» What you are asked to do: If a line in the data below contains "main", copy it.

» Extracted entries:
--- START ---

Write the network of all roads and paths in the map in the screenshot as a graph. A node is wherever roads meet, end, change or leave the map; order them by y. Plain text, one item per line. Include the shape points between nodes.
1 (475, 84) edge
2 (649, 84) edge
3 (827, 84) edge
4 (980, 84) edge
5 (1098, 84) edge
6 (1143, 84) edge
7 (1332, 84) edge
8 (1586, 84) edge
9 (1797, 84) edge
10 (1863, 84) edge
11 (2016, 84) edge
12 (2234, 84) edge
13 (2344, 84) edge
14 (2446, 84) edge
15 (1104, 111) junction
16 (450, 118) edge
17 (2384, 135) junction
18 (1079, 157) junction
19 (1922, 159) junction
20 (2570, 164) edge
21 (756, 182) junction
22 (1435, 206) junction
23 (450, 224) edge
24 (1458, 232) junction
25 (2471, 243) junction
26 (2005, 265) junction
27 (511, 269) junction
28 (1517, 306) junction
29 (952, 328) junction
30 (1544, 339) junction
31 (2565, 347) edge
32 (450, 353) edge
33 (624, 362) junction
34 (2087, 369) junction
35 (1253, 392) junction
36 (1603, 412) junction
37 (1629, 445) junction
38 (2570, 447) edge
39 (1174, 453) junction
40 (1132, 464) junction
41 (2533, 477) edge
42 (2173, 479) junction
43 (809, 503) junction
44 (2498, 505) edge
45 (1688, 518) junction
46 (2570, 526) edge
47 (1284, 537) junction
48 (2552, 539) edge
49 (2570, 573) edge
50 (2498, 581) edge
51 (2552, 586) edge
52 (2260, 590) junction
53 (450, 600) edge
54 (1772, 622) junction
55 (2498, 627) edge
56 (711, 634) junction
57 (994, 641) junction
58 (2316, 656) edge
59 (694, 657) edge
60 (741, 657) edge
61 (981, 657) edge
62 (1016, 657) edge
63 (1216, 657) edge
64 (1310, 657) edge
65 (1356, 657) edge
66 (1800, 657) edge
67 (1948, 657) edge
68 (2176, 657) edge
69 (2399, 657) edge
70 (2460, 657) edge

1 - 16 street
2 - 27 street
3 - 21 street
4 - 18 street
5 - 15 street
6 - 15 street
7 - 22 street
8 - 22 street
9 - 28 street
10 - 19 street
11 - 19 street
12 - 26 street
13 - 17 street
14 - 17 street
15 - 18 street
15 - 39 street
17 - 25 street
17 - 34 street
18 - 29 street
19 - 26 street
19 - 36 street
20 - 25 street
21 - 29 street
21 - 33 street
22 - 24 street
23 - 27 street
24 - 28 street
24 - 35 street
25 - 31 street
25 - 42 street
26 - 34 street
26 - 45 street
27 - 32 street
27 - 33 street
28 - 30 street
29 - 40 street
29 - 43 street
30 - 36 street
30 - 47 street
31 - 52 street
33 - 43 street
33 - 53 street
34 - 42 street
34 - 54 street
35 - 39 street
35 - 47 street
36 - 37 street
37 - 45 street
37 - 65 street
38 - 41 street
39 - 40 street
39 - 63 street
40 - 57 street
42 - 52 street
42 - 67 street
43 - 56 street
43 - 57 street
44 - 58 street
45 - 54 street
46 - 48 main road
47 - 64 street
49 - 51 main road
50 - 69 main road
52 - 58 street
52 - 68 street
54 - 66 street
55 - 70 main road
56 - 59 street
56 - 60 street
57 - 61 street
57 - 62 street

--- END ---

» Answer below:
46 - 48 main road
49 - 51 main road
50 - 69 main road
55 - 70 main road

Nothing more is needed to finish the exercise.